→ EXERCISE: Your job with the data below is to output exactly the lines from the one holding "index mcp: (1168, 957)" down to the one holding "ring pip: (1137, 996)", both included, and no others.

→ GIVEN RECORDS:
"""

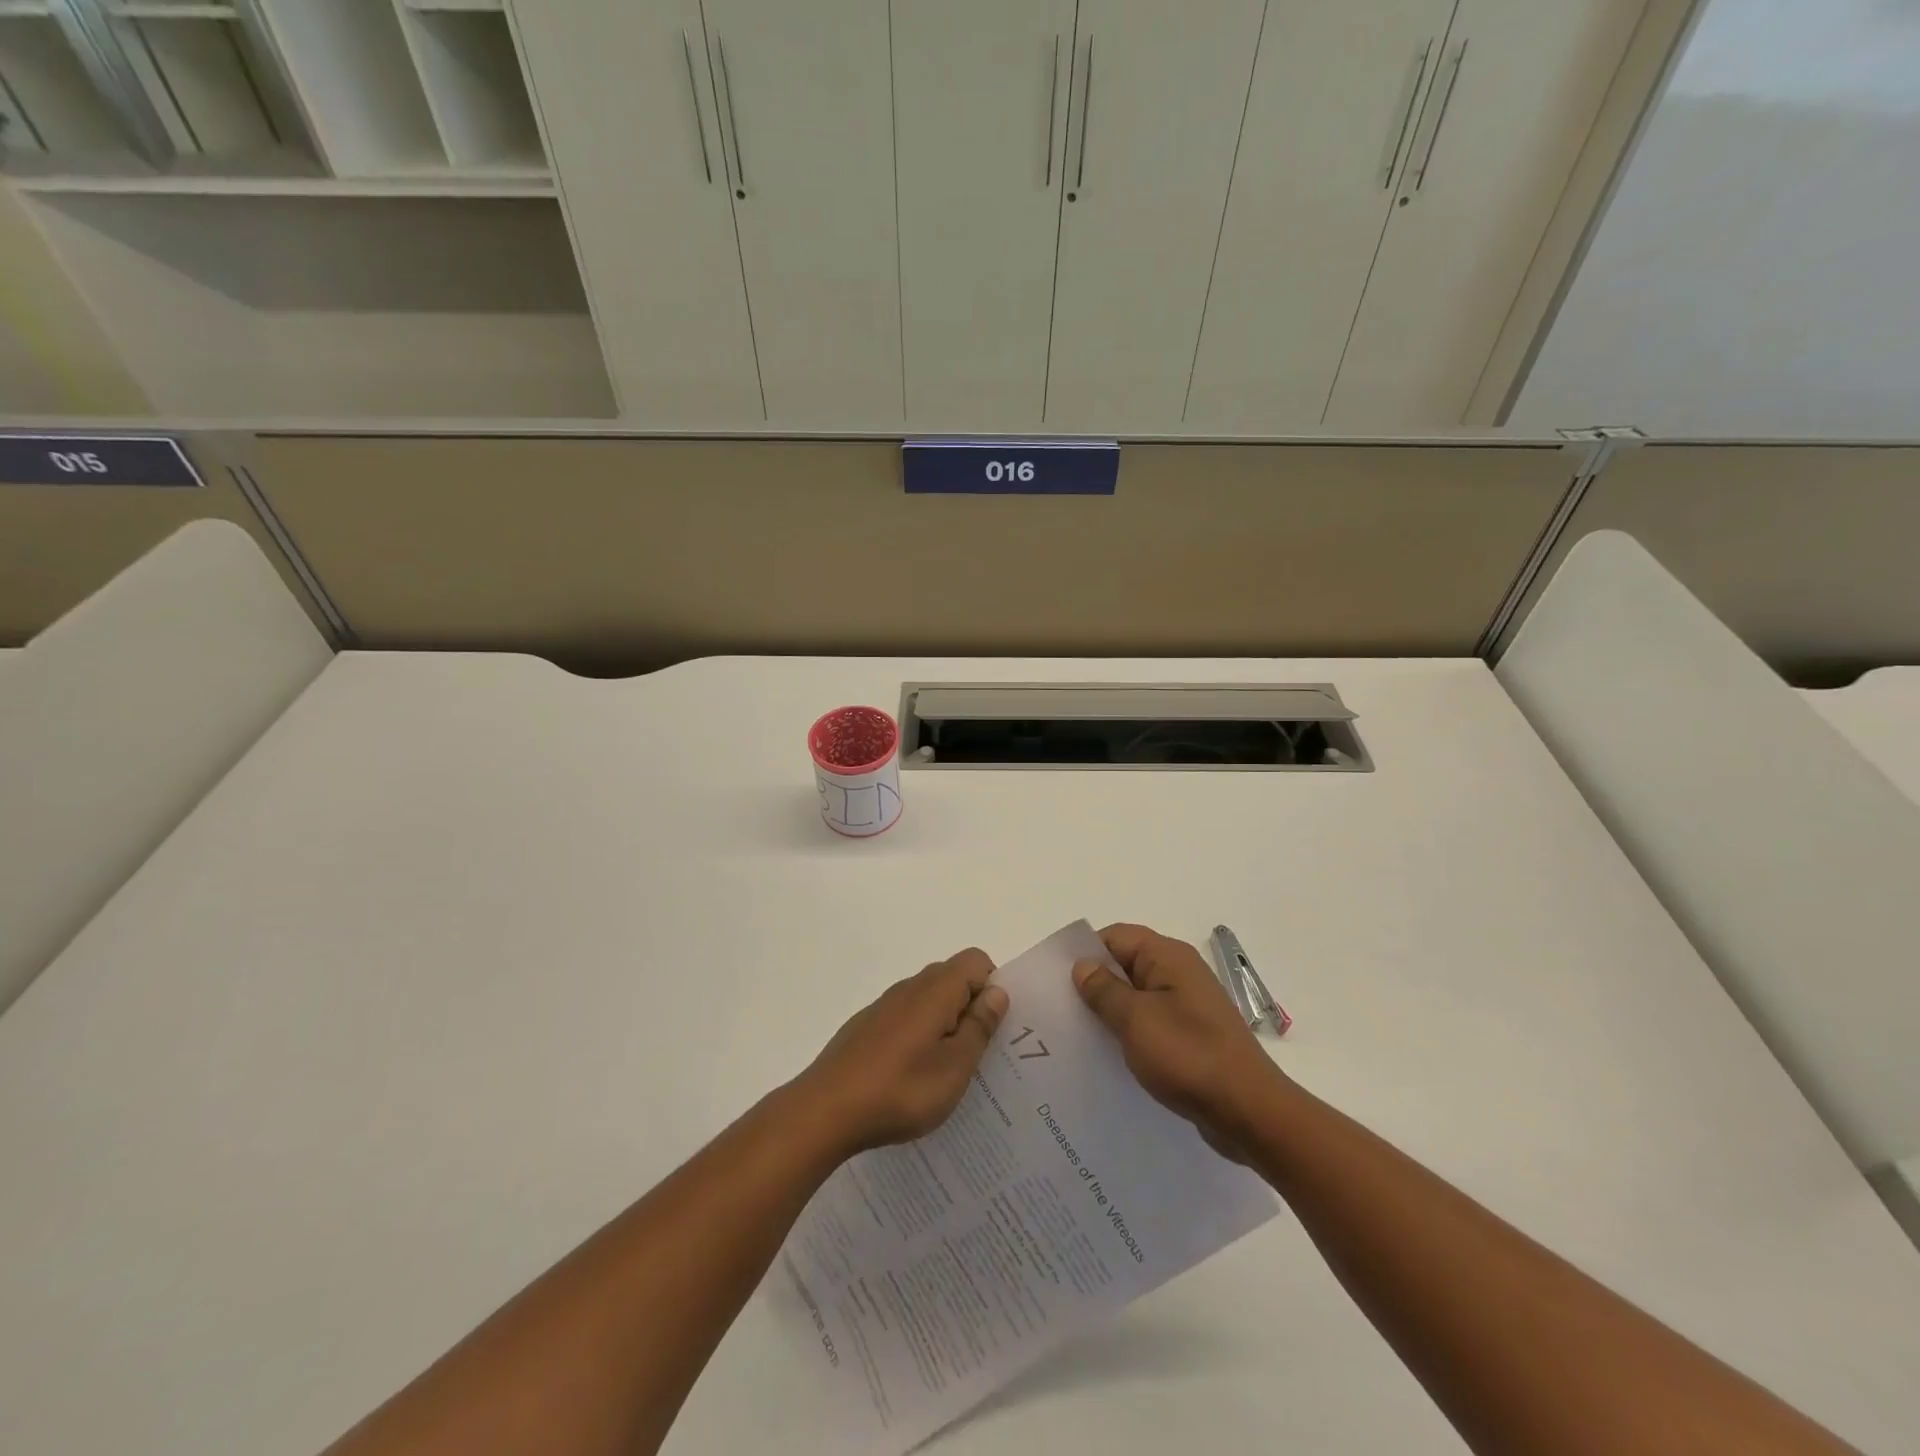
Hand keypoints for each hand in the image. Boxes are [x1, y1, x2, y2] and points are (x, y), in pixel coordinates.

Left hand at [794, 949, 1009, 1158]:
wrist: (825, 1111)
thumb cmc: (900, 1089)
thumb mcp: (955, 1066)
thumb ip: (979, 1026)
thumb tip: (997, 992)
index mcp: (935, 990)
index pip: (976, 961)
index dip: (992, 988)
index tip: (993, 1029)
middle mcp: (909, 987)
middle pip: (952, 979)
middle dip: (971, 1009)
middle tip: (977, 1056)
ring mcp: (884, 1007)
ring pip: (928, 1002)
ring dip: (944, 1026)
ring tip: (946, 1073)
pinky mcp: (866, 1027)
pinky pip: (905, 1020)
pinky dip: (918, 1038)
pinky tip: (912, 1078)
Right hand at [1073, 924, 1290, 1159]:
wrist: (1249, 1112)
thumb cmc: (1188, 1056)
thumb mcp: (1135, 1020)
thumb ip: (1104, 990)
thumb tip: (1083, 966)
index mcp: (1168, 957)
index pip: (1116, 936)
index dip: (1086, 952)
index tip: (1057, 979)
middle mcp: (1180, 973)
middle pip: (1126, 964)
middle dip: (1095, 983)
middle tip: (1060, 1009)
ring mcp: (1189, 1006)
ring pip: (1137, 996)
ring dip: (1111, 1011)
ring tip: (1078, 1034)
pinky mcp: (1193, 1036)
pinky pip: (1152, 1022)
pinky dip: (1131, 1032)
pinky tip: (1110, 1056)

"""
"""

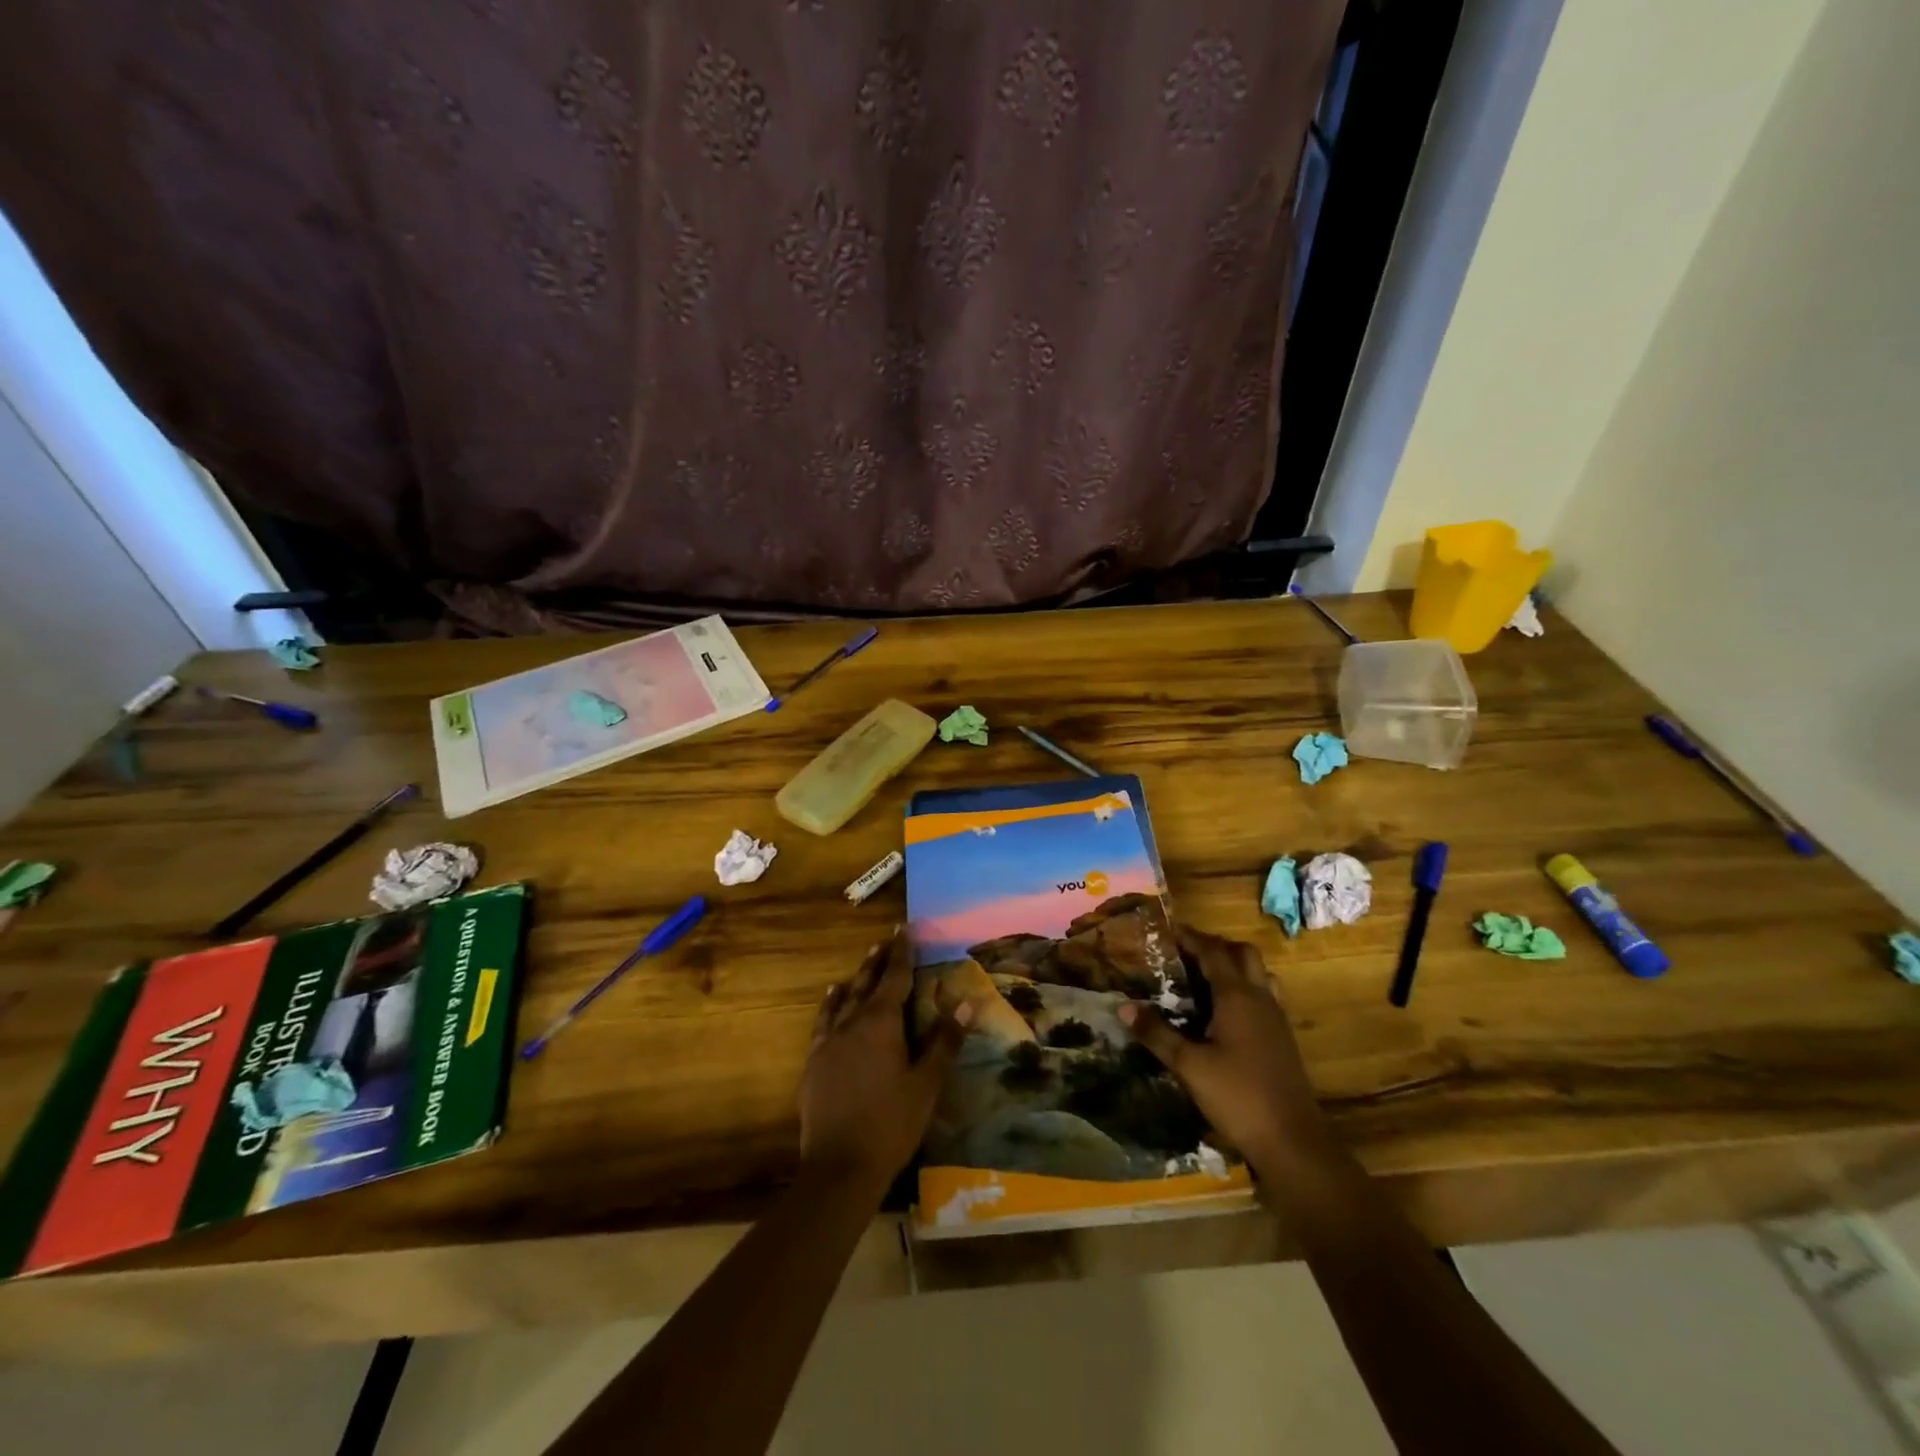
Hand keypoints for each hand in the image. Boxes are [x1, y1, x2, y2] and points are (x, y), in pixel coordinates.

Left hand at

"""

→ TASK RESPONSE:
index mcp: (1168, 957)
index pip: (1116, 936)
index dip: (1086, 952)
index tip: (1057, 979)
middle mcp: (1180, 973)
middle pip: (1126, 964)
middle dip: (1095, 983)
middle tip: (1060, 1009)
ring mcp: (1189, 1006)
ring pip: (1137, 996)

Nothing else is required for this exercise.